Opening up about emotive subjects in his act helps, and works – if twinned with jokes – said Shah, a Cambridge University graduate.
Shah, who is performing at Monkey Barrel Comedy, told Eastern Eye: “There is certainly some catharsis from me. It’s always nice to have some say you articulated something they felt but were not able to articulate in that way.”
He added: “As long as you can make something funny, you have the freedom to talk about whatever you want to talk about.
“Something that benefits you to discuss, find a way to make it funny and go for it.
“It’s not that I am standing there for five minutes and delivering a grave monologue about my inner state. I am trying to give a full and honest account of it, but one that’s fundamentally built out of jokes.”
The British-Pakistani comedian has previously spoken about coming off anti-depressant medication and overcoming bereavements in the family.
And he said he wears his heart on his sleeve while on stage, as long as it triggers laughter.
“This show is largely about certainty, necessity, utility and, in my case, the absence of it,” he said.
“I contrast myself with my dad who has a very clear political ideology, very clear religious faith, very clear relationship. I don’t have any of those things. It’s a lot funnier than I make it sound.
“The nice thing about stand-up is we are united by the means, rather than the end.
“As long as you are making people laugh consistently through it, you can say whatever you want in order to achieve that goal.
“You can tell an hour of silly one-liners, that’s great, or quite personal difficult things. As long as people are laughing, that all works.”
Shah began his foray into stand-up at the age of just 15. He admitted he is no longer a news junkie as “issues that make me frustrated are everything I see when I open my eyes”.
And he plans to take a break from the industry next year in order to rest his funny bones.
“I have the vaguely youthful face and horrifically jaded eyes of one too many mornings.
“Next year I am going to break from it.
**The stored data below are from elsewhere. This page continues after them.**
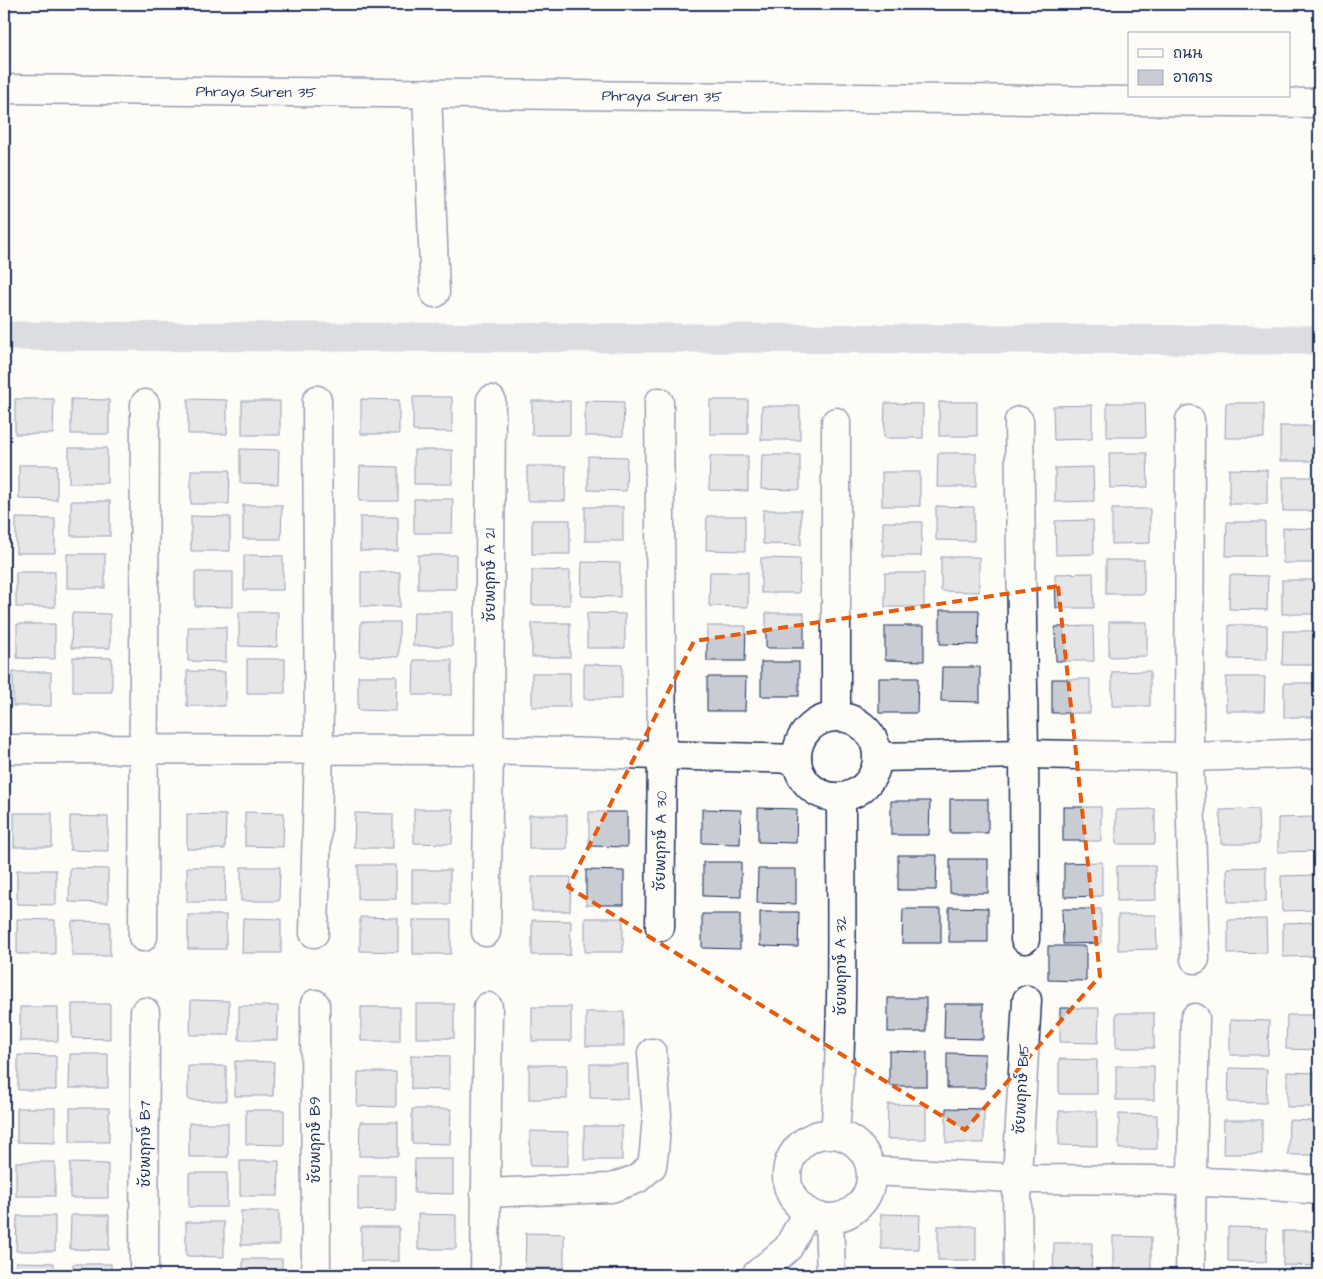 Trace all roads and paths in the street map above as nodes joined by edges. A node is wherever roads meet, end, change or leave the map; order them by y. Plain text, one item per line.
1 (4, 89) edge
2 (427, 93) junction
3 (1319, 103) edge
4 (435, 293) dead end
5 (317, 400) dead end
6 (491, 400) dead end
7 (659, 402) dead end
8 (145, 404) dead end
9 (1190, 420) dead end
10 (836, 422) dead end
11 (1019, 422) dead end
12 (836, 717) junction
13 (4, 749) edge
14 (144, 749) junction
15 (319, 749) junction
16 (489, 750) junction
17 (1024, 754) junction
18 (1319, 754) edge
19 (662, 755) junction
20 (878, 757) junction
21 (1189, 757) junction
22 (797, 759) junction
23 (842, 798) junction
24 (660, 927) dead end
25 (486, 932) dead end
26 (314, 933) dead end
27 (143, 937) dead end
28 (1025, 939) dead end
29 (1195, 959) dead end
30 (1027, 1000) dead end
31 (314, 1004) dead end
32 (488, 1007) dead end
33 (145, 1012) dead end
34 (1195, 1018) dead end
35 (652, 1054) dead end
36 (835, 1134) junction
37 (871, 1171) junction
38 (1017, 1177) junction
39 (1191, 1181) junction
40 (1319, 1190) edge
41 (485, 1193) junction
42 (818, 1215) junction
43 (144, 1275) edge
44 (316, 1275) edge
45 (485, 1275) edge
46 (756, 1275) edge
47 (831, 1275) edge
48 (1018, 1275) edge
49 (1190, 1275) edge

1 - 2 street, Phraya Suren 35
2 - 3 street, Phraya Suren 35
2 - 4 street
5 - 15 street
6 - 16 street, ชัยพฤกษ์ A 21
7 - 19 street, ชัยพฤกษ์ A 30
8 - 14 street
9 - 21 street
10 - 12 street
11 - 17 street
12 - 20 street
12 - 22 street
13 - 14 street
14 - 15 street
14 - 27 street
15 - 16 street
15 - 26 street
16 - 19 street
16 - 25 street, ชัยพฤกษ์ A 21
17 - 20 street
17 - 21 street
17 - 28 street
18 - 21 street
19 - 22 street
19 - 24 street, ชัยพฤกษ์ A 30
20 - 23 street
21 - 29 street
22 - 23 street
23 - 36 street, ชัยพฤกษ์ A 32
30 - 38 street, ชัยพฤกษ์ B15
31 - 44 street, ชัยพฤกษ์ B9
32 - 41 street
33 - 43 street, ชัยพฤกษ์ B7
34 - 39 street
35 - 41 street
36 - 37 street
36 - 42 street
37 - 38 street
37 - 42 street
38 - 39 street
38 - 48 street, ชัยพฤกษ์ B15
39 - 40 street
39 - 49 street
41 - 45 street
42 - 46 street
42 - 47 street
Fields get left fallow for a little while to encourage growth, otherwise, it kills all the nutrients.”
“I need me some more nutrients,” Shah added.
“I look forward to finding out what people do when they are not under the cosh of self- imposed pressure.”
Tapping Audiences’ Funny Bones
Audiences at the Edinburgh festival should brace themselves for Anuvab Pal talking about his favourite film, Disco Dancer.
The 1982 Bollywood movie, starring Mithun Chakraborty, is about a man who comes from nothing to become the world’s greatest dancer.
Spoiler alert – the cult film ends in a dance-off where the villain dies from exhaustion.
Pal, who will be on stage at Assembly George Square Studios in Edinburgh, told Eastern Eye: “I plan to talk quite a bit about Bollywood and specifically the movie Disco Dancer, which is my favourite movie of all time.”
The 44-year-old said topics that audiences in south Asia found funny differed from those in Britain. “I can talk about Gujaratis, Punjabis, Assamese people, basic regional stereotypes in India, something that doesn’t quite work in the UK.
“In the UK, I can talk about the Empire, which people in New India have totally forgotten about.”
He added that audiences here “like” jokes about the British Raj.
“The British seem to love being abused about the Empire.”
Pal, who hails from Kolkata, has swapped writing articles for penning jokes, having previously worked as a journalist. He is also a screenwriter, playwright and regular contribution on BBC Radio 4.
The performer said the issues that make his “blood boil” and inspire his routine are “censorship in India, getting attacked for jokes, but it also pushes me”.
He added: “I’ve almost forgotten my previous job.
“A comedy club opened in Mumbai and that’s where the producer said, ‘you have to try out’.
“I did, and my life was ruined.” But the comic, who has been in the industry for 12 years, is happy to be in a comedy club compared to the time when a management company asked him to perform in a swimming pool.
“It was in Chennai, and the pool was round.
“So I started the joke and then floated away. And people had to wait until I finished a full round.”